La tradition, issue des Omeyyades, veut que le calife soit désigné parmi la famille du Prophète, et par extension qu'il soit un Arabe koraïchite. Le kharidjisme affirme au contraire que le commandeur des croyants doit être désigné par les croyants eux-mêmes, en fonction de son exemplarité dans la foi, sans que l'on tienne compte de sa parenté avec la famille du Prophète ou de tout autre critère. Pour eux, même un esclave noir peut y prétendre, à partir du moment où il est reconnu par la communauté des croyants par l'exemplarité de sa foi. Rigoriste et simple, cette version démocratique et révolutionnaire de l'islam a un grand succès en Afrique du Nord. Elle affirme, et ce n'est pas la moindre de ses conséquences, que les peuples conquis par les musulmans arabes peuvent se diriger eux-mêmes.

Certains auteurs y ont vu une version musulmane du donatisme (voir notre page sur le donatisme). D'autres, et notamment les historiens colonialistes, la situent comme une résistance des imazighen face aux arabes. Les deux points de vues sont contestables. Contrairement au donatisme, le kharidjisme ne s'appuie sur aucune contestation dogmatique. Il n'est pas non plus extérieur à l'islam, puisqu'il pourrait théoriquement s'appliquer à toutes les communautés musulmanes. Il n'est pas typiquement amazigh, puisqu'il est née au départ en Egypte et il s'est même répandue chez les perses, qui sont majoritairement d'obédience chi'ite.

Une thèse beaucoup plus crédible est celle développée par Gabriel Camps. Il émet l'idée que les Imazighen ont gardé le souvenir de leurs coutumes démocratiques anciennes que le kharidjisme n'est pas sans fortement rappeler. En ce sens, il a effectivement une origine proche du donatisme. L'espoir de fonder des royaumes indépendants n'est pas encore définitivement perdu. Le kharidjisme recommande également l'austérité et la rigueur doctrinale, ce qui ne peut que séduire les populations d'Afrique du Nord. Sans renoncer à l'islam, il n'est pas étonnant qu'elles y adhérent massivement. Il a particulièrement du succès parmi les Zénètes, tribus imazighen qui étaient arrivées de l'Est après la chute de l'empire romain.
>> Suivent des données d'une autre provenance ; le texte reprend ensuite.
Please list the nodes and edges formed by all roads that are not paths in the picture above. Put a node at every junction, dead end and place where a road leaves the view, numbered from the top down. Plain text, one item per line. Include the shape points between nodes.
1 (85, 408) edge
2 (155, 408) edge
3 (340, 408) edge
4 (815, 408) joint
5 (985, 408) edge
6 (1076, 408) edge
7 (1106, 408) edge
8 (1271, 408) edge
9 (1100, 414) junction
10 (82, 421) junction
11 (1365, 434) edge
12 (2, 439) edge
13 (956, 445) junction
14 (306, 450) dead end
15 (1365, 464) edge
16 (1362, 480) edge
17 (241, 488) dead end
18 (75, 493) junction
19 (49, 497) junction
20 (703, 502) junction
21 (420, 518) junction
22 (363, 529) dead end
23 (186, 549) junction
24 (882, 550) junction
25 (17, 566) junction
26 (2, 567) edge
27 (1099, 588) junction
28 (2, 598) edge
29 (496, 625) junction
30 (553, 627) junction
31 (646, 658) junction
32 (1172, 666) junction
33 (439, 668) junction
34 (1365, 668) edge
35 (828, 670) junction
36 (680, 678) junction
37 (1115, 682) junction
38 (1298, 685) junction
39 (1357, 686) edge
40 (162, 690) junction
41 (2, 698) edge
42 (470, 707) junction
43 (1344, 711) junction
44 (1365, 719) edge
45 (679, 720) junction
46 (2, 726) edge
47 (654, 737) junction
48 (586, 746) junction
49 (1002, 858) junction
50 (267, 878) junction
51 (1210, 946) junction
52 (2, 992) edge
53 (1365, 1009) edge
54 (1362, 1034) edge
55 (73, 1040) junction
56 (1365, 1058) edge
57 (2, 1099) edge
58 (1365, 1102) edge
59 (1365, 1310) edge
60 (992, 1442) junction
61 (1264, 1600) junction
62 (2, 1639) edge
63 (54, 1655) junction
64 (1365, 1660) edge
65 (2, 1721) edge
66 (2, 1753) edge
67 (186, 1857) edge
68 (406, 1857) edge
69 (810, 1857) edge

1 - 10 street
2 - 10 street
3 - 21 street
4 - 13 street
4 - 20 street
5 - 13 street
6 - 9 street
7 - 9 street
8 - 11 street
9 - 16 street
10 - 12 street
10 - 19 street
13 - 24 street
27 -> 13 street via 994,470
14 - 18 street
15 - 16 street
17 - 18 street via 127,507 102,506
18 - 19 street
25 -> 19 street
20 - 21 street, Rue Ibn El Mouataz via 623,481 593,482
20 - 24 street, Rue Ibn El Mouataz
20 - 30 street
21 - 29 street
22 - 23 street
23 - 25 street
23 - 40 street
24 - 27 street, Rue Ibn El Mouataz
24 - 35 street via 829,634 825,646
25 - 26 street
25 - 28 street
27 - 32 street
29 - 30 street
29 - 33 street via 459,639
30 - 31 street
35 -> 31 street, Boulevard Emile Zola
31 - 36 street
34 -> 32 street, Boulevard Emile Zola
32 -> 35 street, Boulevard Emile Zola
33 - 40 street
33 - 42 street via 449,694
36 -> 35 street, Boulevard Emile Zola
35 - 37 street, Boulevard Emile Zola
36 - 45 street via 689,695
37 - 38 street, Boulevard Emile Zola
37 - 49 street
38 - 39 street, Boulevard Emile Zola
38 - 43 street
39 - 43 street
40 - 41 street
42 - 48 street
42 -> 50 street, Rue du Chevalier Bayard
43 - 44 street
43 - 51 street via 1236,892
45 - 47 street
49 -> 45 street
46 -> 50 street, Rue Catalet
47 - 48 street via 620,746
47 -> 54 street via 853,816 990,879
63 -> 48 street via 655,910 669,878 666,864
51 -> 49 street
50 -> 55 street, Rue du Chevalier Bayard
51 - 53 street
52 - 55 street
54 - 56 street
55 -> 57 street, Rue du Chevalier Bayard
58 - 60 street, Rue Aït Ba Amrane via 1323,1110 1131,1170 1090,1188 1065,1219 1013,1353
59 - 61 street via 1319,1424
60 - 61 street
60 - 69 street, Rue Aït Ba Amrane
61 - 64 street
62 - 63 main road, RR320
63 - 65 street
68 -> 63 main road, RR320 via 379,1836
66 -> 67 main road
Le mouvement n'est pourtant pas uni. Sa branche la plus puissante, l'ibadisme, est aussi la plus modérée. L'autre branche, celle des sofrites, est radicale.

La première manifestation du kharidjisme  en Afrique du Nord est l'envoi à Damas vers 735, d'une délégation refusant l'autorité du gouverneur arabe d'Afrique du Nord, Abdallah Ben Habhah, successeur de Musa Ibn Nuçayr. Ce dernier est mandaté par le Calife pour ne pas ménager les biens africains. Il a pour mission : 

·         De lever sur les musulmans d'Afrique les impôts réservés aux populations non converties.

·         D'enrôler des soldats pour les mettre en première ligne afin de protéger les troupes arabes.

·         De prendre les plus belles jeunes filles pour les envoyer à Damas.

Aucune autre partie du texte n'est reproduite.